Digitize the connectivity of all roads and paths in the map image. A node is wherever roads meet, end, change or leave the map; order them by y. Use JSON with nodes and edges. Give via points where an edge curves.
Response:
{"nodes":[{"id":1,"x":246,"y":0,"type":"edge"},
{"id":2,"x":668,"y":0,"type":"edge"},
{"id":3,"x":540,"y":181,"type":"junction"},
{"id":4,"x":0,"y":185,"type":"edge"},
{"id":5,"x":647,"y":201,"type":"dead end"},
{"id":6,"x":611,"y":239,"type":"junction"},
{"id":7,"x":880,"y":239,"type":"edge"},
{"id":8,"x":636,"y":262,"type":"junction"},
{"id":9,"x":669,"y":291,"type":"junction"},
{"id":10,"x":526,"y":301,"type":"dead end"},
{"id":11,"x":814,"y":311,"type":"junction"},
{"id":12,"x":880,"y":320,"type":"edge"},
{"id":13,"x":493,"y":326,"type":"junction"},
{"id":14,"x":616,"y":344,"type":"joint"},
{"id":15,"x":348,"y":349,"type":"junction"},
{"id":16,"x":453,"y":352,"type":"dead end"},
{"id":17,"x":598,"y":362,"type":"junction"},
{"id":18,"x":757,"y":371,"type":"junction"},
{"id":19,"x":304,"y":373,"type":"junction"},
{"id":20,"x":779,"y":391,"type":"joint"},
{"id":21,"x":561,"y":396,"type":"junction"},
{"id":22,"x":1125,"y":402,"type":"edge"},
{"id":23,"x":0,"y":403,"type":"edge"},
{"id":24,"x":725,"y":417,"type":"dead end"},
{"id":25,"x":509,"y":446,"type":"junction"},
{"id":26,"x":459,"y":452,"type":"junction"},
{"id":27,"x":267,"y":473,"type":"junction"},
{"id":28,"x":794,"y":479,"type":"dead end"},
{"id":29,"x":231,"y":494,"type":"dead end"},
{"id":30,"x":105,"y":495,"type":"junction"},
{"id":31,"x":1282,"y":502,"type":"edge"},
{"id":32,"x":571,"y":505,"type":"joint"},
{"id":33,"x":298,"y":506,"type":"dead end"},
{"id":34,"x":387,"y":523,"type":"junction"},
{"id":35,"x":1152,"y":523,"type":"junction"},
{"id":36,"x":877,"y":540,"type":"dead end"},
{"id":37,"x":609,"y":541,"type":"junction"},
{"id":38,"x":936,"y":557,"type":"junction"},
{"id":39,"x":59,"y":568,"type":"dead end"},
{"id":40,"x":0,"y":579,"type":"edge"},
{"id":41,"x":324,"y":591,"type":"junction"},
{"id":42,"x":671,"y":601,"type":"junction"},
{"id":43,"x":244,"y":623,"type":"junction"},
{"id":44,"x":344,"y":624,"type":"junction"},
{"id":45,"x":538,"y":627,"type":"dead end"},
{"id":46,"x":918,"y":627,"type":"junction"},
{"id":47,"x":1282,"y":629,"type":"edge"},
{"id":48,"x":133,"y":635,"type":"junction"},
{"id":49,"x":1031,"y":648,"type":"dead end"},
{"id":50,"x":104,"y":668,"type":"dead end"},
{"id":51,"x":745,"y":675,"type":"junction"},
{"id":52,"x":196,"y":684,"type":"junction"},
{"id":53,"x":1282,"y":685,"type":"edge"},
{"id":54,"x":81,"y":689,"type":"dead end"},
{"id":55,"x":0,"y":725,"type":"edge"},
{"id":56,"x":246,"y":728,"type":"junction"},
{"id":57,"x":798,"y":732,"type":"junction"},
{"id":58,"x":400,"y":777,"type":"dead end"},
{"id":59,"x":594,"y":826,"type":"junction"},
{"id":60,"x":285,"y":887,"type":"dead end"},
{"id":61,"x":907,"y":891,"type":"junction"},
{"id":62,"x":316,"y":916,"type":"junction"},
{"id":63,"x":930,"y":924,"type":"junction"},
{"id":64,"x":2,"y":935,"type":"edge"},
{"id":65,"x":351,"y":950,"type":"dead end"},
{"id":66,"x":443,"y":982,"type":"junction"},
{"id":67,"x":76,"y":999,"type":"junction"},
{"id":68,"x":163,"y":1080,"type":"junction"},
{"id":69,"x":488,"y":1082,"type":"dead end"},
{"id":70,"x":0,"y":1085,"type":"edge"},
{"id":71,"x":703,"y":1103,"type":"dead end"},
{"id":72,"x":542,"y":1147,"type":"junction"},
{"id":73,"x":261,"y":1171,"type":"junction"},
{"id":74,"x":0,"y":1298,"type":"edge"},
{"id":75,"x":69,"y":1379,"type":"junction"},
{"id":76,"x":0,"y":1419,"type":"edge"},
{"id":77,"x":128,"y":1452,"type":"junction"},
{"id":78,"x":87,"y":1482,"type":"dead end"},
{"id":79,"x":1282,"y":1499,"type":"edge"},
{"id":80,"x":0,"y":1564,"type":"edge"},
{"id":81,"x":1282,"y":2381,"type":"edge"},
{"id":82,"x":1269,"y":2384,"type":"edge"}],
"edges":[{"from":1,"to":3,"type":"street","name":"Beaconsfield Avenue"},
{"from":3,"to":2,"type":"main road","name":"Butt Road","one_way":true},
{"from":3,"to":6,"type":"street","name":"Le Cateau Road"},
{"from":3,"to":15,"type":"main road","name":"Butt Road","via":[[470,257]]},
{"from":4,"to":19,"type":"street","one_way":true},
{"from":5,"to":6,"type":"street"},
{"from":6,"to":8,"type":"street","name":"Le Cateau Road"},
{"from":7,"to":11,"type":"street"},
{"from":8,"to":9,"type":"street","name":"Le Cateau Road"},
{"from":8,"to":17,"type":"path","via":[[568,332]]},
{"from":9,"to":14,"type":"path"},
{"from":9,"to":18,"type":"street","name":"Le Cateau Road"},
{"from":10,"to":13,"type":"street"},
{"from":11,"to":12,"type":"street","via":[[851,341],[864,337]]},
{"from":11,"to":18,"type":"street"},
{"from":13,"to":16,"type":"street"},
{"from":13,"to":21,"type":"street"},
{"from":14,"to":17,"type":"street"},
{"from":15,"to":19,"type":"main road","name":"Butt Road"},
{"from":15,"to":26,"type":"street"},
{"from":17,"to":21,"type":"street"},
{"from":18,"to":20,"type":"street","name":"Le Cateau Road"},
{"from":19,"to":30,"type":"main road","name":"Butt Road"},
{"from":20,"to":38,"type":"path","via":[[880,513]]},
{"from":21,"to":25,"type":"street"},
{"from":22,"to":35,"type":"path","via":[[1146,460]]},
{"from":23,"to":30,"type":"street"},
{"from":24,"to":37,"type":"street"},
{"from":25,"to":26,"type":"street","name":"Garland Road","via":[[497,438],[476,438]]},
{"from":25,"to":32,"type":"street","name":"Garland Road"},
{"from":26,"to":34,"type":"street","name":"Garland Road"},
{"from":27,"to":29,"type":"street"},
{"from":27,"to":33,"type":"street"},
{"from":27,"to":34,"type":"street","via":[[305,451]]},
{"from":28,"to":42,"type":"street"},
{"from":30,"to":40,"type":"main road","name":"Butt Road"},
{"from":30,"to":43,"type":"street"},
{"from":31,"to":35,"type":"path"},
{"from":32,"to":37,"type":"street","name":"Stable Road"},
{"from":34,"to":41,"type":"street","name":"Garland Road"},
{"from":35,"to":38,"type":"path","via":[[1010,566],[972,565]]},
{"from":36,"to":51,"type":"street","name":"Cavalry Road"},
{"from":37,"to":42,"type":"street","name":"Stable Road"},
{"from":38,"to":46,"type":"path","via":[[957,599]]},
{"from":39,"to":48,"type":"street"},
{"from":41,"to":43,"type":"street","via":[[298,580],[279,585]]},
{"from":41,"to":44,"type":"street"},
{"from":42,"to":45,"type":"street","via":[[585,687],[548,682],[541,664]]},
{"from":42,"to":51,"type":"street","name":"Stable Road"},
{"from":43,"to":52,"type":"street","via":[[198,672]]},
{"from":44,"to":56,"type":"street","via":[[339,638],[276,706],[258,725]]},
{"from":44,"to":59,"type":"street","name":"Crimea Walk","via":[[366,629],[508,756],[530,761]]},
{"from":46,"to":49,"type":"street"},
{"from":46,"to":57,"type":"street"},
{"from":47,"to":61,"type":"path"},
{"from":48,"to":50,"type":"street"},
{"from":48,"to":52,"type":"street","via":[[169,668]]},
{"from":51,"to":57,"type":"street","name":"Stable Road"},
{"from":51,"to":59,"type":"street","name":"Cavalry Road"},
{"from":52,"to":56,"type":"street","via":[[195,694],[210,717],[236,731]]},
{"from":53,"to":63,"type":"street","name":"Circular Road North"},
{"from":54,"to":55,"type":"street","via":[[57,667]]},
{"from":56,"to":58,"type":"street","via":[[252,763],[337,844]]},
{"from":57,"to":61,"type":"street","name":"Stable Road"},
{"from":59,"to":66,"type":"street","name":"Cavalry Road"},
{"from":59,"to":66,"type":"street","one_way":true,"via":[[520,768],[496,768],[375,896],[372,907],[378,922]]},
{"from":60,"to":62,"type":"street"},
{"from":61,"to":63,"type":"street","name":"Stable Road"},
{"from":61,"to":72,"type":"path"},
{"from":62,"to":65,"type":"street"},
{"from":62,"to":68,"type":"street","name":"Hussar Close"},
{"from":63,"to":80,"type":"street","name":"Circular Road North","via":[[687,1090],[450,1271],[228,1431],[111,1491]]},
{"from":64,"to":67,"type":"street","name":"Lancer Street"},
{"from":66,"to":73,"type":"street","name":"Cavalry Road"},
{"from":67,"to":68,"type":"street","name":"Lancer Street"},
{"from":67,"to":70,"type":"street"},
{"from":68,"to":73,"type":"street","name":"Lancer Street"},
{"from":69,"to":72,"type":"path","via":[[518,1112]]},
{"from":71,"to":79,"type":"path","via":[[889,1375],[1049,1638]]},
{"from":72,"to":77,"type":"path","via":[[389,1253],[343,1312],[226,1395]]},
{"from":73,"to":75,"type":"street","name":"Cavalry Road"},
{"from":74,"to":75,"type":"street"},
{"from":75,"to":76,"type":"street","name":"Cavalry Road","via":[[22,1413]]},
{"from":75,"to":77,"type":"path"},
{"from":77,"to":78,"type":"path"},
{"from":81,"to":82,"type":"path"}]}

What you need to do: Count the lines above with the string "North"; report only that figure.

The completed task: 2